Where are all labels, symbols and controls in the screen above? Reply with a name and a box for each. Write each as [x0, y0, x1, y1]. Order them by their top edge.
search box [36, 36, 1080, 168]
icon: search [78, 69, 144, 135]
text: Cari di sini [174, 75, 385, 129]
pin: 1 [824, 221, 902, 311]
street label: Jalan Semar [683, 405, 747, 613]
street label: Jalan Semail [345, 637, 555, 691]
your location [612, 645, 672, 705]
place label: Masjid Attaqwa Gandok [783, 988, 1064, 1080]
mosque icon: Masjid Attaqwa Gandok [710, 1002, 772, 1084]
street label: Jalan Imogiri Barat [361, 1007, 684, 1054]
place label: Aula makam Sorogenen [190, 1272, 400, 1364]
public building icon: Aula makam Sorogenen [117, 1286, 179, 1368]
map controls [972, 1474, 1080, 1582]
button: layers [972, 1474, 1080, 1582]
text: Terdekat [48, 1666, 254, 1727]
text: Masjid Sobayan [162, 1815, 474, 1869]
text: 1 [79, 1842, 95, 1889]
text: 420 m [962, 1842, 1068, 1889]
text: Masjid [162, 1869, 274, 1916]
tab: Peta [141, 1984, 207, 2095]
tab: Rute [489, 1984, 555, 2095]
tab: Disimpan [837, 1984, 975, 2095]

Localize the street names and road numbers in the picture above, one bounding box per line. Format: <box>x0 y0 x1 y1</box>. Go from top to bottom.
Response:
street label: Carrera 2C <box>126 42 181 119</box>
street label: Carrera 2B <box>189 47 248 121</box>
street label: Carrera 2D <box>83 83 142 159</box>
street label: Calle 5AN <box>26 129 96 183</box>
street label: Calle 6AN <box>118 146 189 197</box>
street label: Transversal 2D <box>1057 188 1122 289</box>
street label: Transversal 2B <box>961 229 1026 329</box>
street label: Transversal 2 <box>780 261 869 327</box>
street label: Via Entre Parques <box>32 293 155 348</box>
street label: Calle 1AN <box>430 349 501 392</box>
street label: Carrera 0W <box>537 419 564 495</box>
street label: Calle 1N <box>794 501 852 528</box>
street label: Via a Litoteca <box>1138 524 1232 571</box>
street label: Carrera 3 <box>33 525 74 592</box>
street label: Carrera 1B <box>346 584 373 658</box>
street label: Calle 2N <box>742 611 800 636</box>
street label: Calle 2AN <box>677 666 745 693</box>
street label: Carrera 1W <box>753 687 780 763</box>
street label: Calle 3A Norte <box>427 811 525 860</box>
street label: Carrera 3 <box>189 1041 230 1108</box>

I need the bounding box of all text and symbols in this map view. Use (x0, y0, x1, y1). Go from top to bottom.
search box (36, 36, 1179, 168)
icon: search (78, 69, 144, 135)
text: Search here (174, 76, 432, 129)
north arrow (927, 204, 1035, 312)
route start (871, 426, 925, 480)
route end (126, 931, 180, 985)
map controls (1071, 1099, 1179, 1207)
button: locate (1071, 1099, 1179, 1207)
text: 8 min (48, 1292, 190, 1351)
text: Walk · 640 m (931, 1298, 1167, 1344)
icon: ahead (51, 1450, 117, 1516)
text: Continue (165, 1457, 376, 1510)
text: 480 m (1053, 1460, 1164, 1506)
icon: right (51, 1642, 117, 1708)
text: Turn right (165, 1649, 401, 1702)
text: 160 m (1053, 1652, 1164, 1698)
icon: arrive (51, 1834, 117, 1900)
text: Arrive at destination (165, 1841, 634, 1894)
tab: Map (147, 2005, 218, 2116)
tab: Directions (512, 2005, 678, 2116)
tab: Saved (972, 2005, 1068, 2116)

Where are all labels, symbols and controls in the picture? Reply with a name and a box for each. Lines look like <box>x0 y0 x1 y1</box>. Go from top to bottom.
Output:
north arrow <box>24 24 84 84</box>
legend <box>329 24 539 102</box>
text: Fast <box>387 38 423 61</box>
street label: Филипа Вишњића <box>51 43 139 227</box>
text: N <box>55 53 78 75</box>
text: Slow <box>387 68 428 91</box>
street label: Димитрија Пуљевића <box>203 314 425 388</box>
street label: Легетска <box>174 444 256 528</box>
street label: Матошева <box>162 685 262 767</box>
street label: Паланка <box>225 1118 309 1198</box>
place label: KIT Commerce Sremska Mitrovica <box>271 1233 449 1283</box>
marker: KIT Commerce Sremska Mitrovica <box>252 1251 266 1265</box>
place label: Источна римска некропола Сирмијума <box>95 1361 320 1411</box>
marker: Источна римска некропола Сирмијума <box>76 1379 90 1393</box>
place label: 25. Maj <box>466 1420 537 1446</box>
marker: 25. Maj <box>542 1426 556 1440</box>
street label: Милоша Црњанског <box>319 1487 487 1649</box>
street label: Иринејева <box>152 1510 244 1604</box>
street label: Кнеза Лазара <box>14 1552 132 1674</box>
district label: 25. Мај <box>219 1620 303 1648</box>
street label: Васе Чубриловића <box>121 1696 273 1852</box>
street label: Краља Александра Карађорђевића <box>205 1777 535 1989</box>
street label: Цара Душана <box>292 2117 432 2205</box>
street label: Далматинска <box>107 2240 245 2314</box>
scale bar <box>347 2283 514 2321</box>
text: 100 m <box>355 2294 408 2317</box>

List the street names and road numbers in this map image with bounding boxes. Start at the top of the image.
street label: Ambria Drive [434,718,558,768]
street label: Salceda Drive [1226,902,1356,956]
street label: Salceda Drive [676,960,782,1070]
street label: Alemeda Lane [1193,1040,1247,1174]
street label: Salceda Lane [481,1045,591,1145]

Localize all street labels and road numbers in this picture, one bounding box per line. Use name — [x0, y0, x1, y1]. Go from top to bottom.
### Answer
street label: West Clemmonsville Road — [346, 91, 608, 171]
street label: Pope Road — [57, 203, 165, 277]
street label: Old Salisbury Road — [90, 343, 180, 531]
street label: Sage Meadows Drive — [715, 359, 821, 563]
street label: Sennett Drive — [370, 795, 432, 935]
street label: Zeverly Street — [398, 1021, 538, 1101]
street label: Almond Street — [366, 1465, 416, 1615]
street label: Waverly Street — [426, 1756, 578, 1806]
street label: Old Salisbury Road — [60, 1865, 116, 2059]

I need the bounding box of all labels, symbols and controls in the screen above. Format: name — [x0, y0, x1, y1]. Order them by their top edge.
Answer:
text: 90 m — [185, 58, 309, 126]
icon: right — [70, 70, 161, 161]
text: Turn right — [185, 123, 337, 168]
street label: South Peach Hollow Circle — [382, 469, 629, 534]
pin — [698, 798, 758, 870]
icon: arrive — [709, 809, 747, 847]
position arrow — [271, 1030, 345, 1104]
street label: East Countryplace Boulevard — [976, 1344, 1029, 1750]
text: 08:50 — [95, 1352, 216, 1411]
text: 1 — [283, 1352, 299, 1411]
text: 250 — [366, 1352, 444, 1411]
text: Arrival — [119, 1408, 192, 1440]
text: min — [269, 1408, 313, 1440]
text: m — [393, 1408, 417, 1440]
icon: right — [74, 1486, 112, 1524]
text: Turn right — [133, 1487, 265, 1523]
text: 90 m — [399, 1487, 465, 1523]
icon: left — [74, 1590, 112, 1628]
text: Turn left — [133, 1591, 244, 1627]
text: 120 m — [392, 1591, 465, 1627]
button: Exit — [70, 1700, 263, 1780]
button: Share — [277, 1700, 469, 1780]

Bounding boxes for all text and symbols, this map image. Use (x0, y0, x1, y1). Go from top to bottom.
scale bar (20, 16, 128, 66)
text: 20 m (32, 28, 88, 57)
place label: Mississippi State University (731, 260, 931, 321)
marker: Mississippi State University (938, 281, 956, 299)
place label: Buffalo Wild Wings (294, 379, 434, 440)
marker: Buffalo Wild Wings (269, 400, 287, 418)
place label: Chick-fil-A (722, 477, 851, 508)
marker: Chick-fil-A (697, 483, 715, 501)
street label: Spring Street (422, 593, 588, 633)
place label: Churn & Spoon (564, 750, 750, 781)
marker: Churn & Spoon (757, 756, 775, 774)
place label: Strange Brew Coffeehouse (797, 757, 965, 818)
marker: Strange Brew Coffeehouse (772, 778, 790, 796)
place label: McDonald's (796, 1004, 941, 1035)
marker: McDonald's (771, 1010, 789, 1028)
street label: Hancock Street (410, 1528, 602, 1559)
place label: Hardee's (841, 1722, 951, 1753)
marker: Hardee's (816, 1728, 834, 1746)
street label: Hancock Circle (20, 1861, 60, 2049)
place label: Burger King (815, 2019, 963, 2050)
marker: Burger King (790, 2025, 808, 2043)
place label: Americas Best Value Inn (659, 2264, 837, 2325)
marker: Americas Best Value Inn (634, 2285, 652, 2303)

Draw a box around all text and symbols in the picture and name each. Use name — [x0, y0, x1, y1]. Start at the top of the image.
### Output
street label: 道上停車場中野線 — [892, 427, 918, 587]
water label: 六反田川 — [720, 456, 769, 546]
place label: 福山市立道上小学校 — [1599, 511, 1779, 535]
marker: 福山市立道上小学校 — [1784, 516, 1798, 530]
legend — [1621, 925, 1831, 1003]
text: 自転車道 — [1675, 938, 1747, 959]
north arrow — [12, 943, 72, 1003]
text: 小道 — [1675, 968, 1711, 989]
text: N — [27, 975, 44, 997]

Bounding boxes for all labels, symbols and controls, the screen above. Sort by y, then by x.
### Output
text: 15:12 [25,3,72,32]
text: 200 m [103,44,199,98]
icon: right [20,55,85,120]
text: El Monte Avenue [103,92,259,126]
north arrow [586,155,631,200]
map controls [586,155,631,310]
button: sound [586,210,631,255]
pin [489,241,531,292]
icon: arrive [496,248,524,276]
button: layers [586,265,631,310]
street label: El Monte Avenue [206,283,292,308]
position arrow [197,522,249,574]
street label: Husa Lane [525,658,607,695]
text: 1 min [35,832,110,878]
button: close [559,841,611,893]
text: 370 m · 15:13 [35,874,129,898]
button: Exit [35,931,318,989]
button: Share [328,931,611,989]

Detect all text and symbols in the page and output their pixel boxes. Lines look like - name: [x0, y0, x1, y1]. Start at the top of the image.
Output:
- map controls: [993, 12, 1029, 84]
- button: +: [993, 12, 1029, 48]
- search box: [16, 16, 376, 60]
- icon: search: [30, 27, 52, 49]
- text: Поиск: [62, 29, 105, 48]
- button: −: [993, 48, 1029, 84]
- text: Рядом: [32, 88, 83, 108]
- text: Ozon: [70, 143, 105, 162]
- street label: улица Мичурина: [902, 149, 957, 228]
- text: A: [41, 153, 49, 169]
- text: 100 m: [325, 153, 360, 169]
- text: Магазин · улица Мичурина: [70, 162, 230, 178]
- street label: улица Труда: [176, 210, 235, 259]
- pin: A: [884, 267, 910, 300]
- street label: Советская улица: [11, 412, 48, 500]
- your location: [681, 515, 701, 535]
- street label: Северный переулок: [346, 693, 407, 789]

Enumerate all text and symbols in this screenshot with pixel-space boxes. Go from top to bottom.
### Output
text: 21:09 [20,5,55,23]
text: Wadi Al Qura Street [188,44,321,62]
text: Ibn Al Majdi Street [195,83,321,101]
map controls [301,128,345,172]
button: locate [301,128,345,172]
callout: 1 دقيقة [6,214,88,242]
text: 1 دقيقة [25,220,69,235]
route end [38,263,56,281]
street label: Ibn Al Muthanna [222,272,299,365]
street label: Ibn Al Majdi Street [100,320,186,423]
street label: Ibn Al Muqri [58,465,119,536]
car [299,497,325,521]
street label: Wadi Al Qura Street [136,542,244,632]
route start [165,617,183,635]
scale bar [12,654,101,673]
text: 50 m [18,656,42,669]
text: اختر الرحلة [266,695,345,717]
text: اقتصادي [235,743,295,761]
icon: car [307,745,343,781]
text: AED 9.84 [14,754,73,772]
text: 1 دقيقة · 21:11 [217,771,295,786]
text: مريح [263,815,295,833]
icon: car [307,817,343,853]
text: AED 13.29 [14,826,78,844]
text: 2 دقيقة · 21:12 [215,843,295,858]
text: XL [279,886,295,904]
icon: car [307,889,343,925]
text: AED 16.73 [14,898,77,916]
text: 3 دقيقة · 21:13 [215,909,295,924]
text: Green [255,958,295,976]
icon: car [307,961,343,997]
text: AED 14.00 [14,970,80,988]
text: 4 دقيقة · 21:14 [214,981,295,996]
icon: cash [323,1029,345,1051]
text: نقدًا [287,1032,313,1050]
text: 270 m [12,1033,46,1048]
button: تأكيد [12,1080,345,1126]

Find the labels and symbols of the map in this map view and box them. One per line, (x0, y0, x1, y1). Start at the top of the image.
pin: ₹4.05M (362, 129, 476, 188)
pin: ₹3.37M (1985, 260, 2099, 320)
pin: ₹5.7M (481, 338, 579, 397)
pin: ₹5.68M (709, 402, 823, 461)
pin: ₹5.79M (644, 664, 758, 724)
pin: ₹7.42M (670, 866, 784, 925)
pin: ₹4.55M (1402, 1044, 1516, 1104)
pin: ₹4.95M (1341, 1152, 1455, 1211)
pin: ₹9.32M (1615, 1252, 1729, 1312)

::::

Locate the string "Lines" in the listing above and copy every line where it occurs.

Where are all labels, symbols and controls in the picture? Reply with a name and a box for each. Lines look like <box>x0 y0 x1 y1</box>. Go from top to bottom.
Detect all text and symbols in the page and output their pixel boxes. Lines look like - name: [x0, y0, x1, y1]. Start at the top of the image.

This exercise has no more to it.